Official: To save, review contracts



Administrators working under a retire-rehire program should not receive stipends, one board member said.
By JEANNE STARMACK
VINDICATOR STAFF WRITER
AUSTINTOWN -- An Austintown school board member says that to save money, the district should review contracts it awards for additional duties.
But the schools superintendent says those contracts were reviewed during recent negotiations with the teachers union, and administrators saw no need to cut any of them.
The school district is facing projected deficits of more than $2.8 million in 2008 and $7.3 million in 2009. Board member Michael Creatore said at last week's school board meeting and again in a phone interview that the supplemental contracts are a lot of money to be spending for additional duties -- around $500,000.
Supplemental contracts give stipends to teachers or administrators for work they take on besides their regular duties. Coaches, band directors and yearbook advisers are examples of supplemental positions.
Raised questions
At the board meeting, Creatore questioned stipends for two administrators in particular -- $5,000 for director of instruction Ann Marie Hiznay and $10,000 for treasurer Barbara Kliner.
Creatore said he has no problem with the idea of teachers' being paid for additional duties. He said he believes that administrators such as Hiznay, who is working this year under a retire-rehire program, should not receive stipends. Under retire-rehire, Hiznay was brought back to work at a lower-level salary. But Creatore said that combined with her retirement income, the salary should be enough without the stipend.
He had said at the meeting that Kliner was not set to handle union grievances this year, which was part of the duties in her supplemental pact.
Superintendent Douglas Heuer said that Kliner did handle union grievances two years ago, when the stipend was first given, but quit last year because she didn't have enough time to handle them. He said she didn't accept the stipend last year, but ended up doing a lot of the work anyway because there was no one else to do it.

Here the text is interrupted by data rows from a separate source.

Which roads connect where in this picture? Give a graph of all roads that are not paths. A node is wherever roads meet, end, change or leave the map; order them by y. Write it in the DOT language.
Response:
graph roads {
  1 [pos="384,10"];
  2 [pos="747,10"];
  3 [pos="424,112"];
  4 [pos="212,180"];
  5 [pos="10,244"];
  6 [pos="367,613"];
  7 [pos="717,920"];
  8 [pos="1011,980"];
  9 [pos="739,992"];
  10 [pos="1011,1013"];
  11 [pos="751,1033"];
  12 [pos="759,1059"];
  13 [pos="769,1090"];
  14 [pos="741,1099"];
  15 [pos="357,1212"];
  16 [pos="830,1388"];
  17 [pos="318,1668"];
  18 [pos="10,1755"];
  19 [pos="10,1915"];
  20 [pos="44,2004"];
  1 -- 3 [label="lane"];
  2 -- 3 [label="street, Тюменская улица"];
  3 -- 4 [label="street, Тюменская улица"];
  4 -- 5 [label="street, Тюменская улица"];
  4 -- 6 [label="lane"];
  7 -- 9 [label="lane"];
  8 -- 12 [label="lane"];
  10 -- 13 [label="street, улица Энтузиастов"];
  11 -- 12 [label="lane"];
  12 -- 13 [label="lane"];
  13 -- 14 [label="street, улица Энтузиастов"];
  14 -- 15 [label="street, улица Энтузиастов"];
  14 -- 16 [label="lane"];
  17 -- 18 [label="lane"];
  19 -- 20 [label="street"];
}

He said that this year, she will hear grievances and will again be paid the stipend, as a matter of fairness.
Creatore said Wednesday that board members were not told before last week's meeting that Kliner would be hearing grievances. He said that if that is the case, her stipend is no longer an issue with him.
Supplemental pacts
Heuer said Kliner and Hiznay were given supplemental pacts for splitting up the duties of an assistant superintendent's position that the district eliminated three years ago to save money. He said secretaries also absorbed some office work that needed to be done after the position was eliminated, and that the district was paying less than one-third of what it would have paid to keep the position filled.
Heuer said that even though the district chose to keep all of its supplemental positions during negotiations that ended with a new teachers' contract last week, it can choose not to fill the positions from year to year.
"But if you don't fill it, the work doesn't get done," he said.
Heuer said he believes it's good to review supplemental positions every year.
Other cost-cutting measures have been taken in the district, Heuer said retire-rehire program, under which teachers come back to work at a lower level of pay, and a co-pay for teachers' health insurance helped pay for 2 percent and 2.5 percent raises in the teachers' contract, he said.
But with two operating levies set to expire at the end of 2006, the board will have to decide how to recoup that lost income, he said.
Renewal levies at the same millage, replacement levies at a different millage and an income tax are possibilities for the ballot, he said.